Hausfrauen, die im Internet illegal Stickmuster tauschen, avancieren zu den neuen Software-Piraten im World Wide Web. Nachdem die Musikbranche sich durch den Tausch von MP3- Musikdateien geschädigt sieht, schlägt jetzt in Amerika die Stickmuster-Industrie Alarm. Sie beklagt, dass die Kundinnen per E-Mail die mit Copyright versehenen Muster durch die Datenwelt schicken, anstatt brav zu kaufen. In Deutschland gibt es ebensolche Ansätze zum Tausch der urheberrechtlich geschützten Motive.

Stickmaschinen sehen fast so aus wie Nähmaschinen. Mit der nötigen Computer-Software lassen sich anspruchsvolle Motive auf die Kleidung zaubern. "So kann man die Kinderkleidung verschönern", berichtet Elke Spiess aus Gelsenkirchen, die im Internet einen professionellen Vertrieb für geschützte Muster von Vögeln, Comic-Helden und Feiertagsmotiven betreibt. Spiess, die nach eigenen Angaben auch viel in die Vereinigten Staaten verkauft, meint: "Wenn ich eine Stickmusterdiskette verkaufe, muss ich damit rechnen, dass die Käuferin sie an ein Dutzend Freundinnen weitergibt." Durch das Internet sei die Austauschmöglichkeit der Muster viel größer geworden. Darauf habe sie "leider" keinen Einfluss.

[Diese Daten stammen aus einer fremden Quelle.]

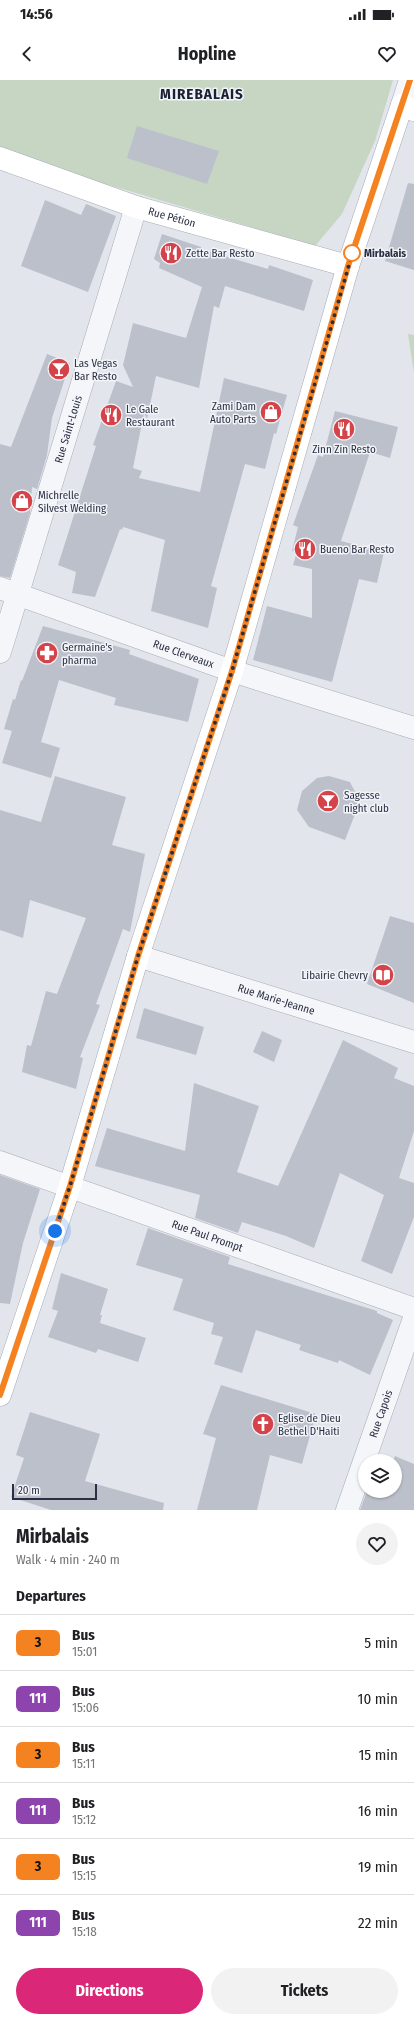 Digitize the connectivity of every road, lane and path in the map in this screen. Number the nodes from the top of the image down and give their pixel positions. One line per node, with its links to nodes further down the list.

So schrieb Angelika eine E-Mail, die auf einer Internetseite für Stickfans gespeichert ist: "Suche Gleichgesinnte, die gerne mit einer Stickmaschine arbeiten, um Erfahrungen und auch Muster von Diskette auszutauschen. ... Besonders suche ich Gänse und Rosen." Darauf antwortete ihr Andrea: "Ich hätte ein paar Rosen für Dich, in Kreuzstich. Mit Gänsen kann ich Dir nicht dienen." Oder Heike schreibt, sie habe eine neue Stickmaschine erworben und sei am Austausch von Stickmusterkarten interessiert. Unrechtsbewusstsein scheint bei den Nutzerinnen nicht zu herrschen. Sie geben offen ihre Adressen und Telefonnummern an.

Eine Sprecherin der Brother International GmbH aus Bad Vilbel, die neben Druckern und Faxgeräten auch Stickmaschinen und Muster vertreibt, ist überzeugt, dass der Austausch der begehrten Muster durch das Internet leichter geworden ist: "Ich bin der festen Überzeugung, dass es auch in Deutschland passiert." Die Piraterie sei aber schwer nachvollziehbar.

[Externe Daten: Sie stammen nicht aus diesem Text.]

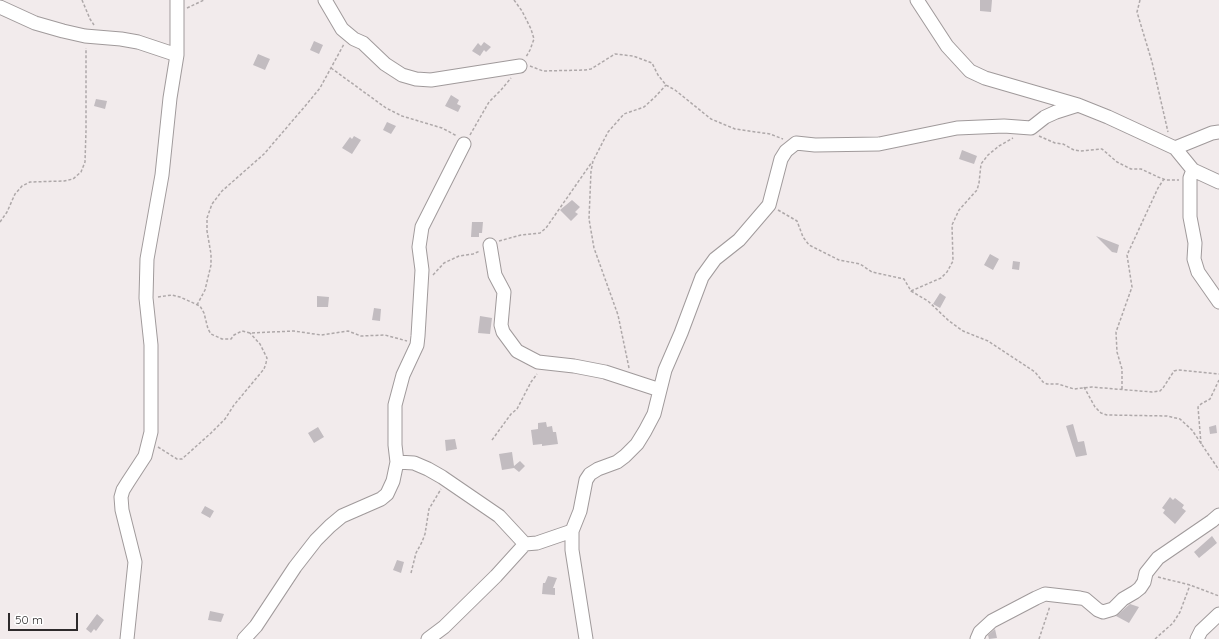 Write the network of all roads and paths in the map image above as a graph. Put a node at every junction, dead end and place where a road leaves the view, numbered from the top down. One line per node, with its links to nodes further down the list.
1 (82, 0): 10 (path)
2 (204, 0): 7 (path)
3 (325, 0): 8 (street)
4 (917, 0): 15 (street)
5 (1140, 0): 20 (path)
6 (0, 7): 9 (street)
7 (176, 7): 11 (street)
8 (348, 35): 12 (street); 13 (path)
9 (85, 36): 10 (street); 26 (path)
10 (103, 38): 11 (street)
11 (177, 55): 30 (street)
12 (523, 65): 14 (path)
13 (331, 68): 18 (path); 32 (path)
14 (666, 85): 19 (path); 21 (path)
15 (1078, 105): 16 (street); 20 (street)
16 (1029, 129): 19 (street); 23 (path); 29 (path)
17 (1219, 132): 20 (street)
18 (464, 144): 34 (street)
19 (796, 144): 25 (street)
20 (1173, 147): 22 (street)
21 (593, 161): 27 (path); 38 (path)
22 (1192, 174): 23 (path); 24 (street); 31 (street)
23 (1164, 179): 40 (path)
24 (1219, 182)
25 (769, 205): 29 (path); 41 (street)
26 (0, 222)
27 (490, 245): 28 (path); 35 (street)
28 (433, 275)
29 (911, 291): 39 (path)
30 (146, 298): 32 (path); 43 (street)
31 (1219, 302)
32 (197, 305): 33 (path)
33 (250, 333): 34 (path); 43 (path)
34 (416, 345): 45 (street)
35 (546, 363): 38 (street); 42 (path)
36 (1219, 374): 40 (path)
37 (1219, 380): 44 (path)
38 (632, 381): 41 (street)
39 (1084, 387): 40 (path); 44 (path)
40 (1122, 389)
41 (660, 390): 49 (street)
42 (492, 440)
43 (150, 441): 57 (street)
44 (1201, 445): 46 (path)
45 (397, 462): 47 (street); 58 (street)
46 (1219, 470)
47 (446, 480): 50 (street); 51 (path)
48 (1219, 515): 52 (street)
49 (572, 531): 50 (street); 60 (street)
50 (525, 544): 59 (street)
51 (411, 573)
52 (1146, 573): 53 (path); 54 (street)
53 (1190, 585): 55 (path); 63 (path)
54 (1053, 595): 61 (street); 62 (path)
55 (1219, 596)
56 (1219, 614): 64 (street)
57 (127, 639)
58 (244, 639)
59 (428, 639)
60 (586, 639)
61 (977, 639)
62 (1039, 639)
63 (1155, 639)
64 (1196, 639)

Währenddessen tummeln sich im weltweiten Netz zahllose Angebote, die den Weg in die weite Welt der Stickmuster zeigen. Auf das Suchwort "Stickmuster" spucken Suchmaschinen mehrere hundert Angebote aus. Bei der weltweiten Suche nach "stitching" (englisch für Stickerei oder Näherei) gibt es gleich mehrere zehntausend Einträge auf Web-Seiten.

Neuere Untersuchungen weisen darauf hin, dass inzwischen immer mehr ältere und weibliche Menschen von zu Hause aus ins Internet gehen und Informationen über ihre Hobbys suchen. Laut ARD/ZDF-Online- Studie 2000 motivieren vor allem E-Mails und Ratgeberangebote die Menschen in Deutschland dazu, ins Netz zu gehen.

Stickmustervertreiberin Spiess aus Gelsenkirchen sagt: "Vor allem junge und alte Frauen sind meine Kunden." Beim Verband der Deutschen Heimtextilienindustrie aus Wuppertal, der die Hersteller der Stickmaschinen vertritt, heißt es zum Stickmustertausch: "In Deutschland ist das noch kein Problem." Ausschließen wolle man aber nicht, dass es sich so wie in Amerika entwickle.

Siehe dazu auch den früheren Bericht Die neueste Masche der Netzpiraten in Telepolis. (Matthias Schröter, dpa) / (jk)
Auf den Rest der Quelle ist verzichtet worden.